[Records to process Boundary: Start]

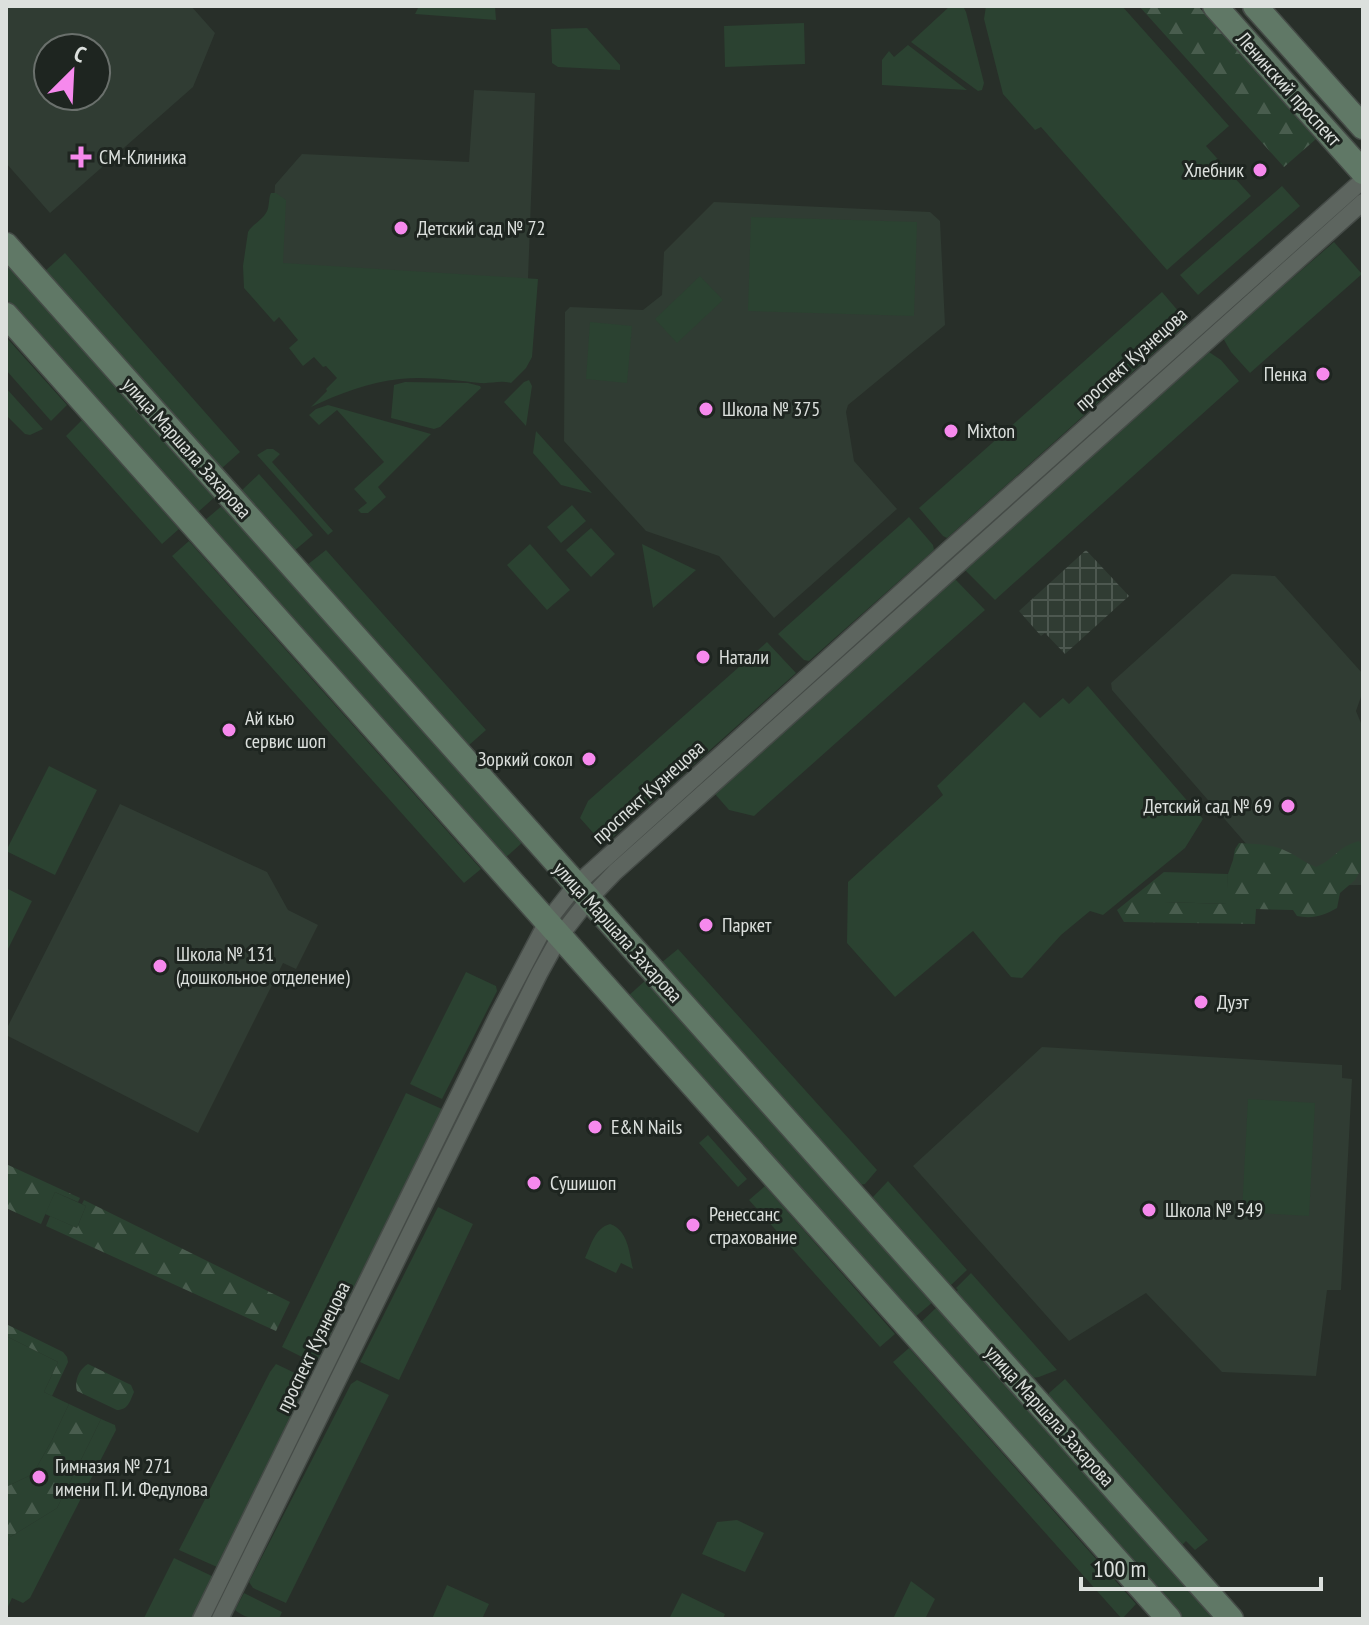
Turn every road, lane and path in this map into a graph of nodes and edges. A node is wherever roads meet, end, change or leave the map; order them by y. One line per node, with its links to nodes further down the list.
1 (1215, 6): 4 (street, Ленинский проспект)
2 (1255, 6): 3 (street, Ленинский проспект)
3 (1363, 127)
4 (1363, 172)
5 (1363, 180): 9 (street, проспект Кузнецова)
6 (1363, 202): 9 (street, проспект Кузнецова)
7 (6, 245): 9 (street, улица Маршала Захарова)
8 (6, 315): 10 (street)
9 (583, 892): 10 (street, проспект Кузнецова); 14 (street, улица Маршала Захарова)
10 (554, 929): 11 (street, проспект Кузнецова); 12 (street, проспект Кузнецова); 13 (street)
11 (201, 1619)
12 (220, 1619)
13 (1169, 1619)
14 (1231, 1619)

[Records to process Boundary: End]

§ **What is being asked**:
The answer must be the full listing, word for word, with no images in it.

§ **Answer to the exercise**:
Turn every road, lane and path in this map into a graph of nodes and edges. A node is wherever roads meet, end, change or leave the map; order them by y. One line per node, with its links to nodes further down the list.
1 (1215, 6): 4 (street, Ленинский проспект)
2 (1255, 6): 3 (street, Ленинский проспект)
3 (1363, 127)
4 (1363, 172)
5 (1363, 180): 9 (street, проспект Кузнецова)
6 (1363, 202): 9 (street, проспект Кузнецова)
7 (6, 245): 9 (street, улица Маршала Захарова)
8 (6, 315): 10 (street)
9 (583, 892): 10 (street, проспект Кузнецова); 14 (street, улица Маршала Захарова)
10 (554, 929): 11 (street, проспект Кузнецова); 12 (street, проспект Кузнецова); 13 (street)
11 (201, 1619)
12 (220, 1619)
13 (1169, 1619)
14 (1231, 1619)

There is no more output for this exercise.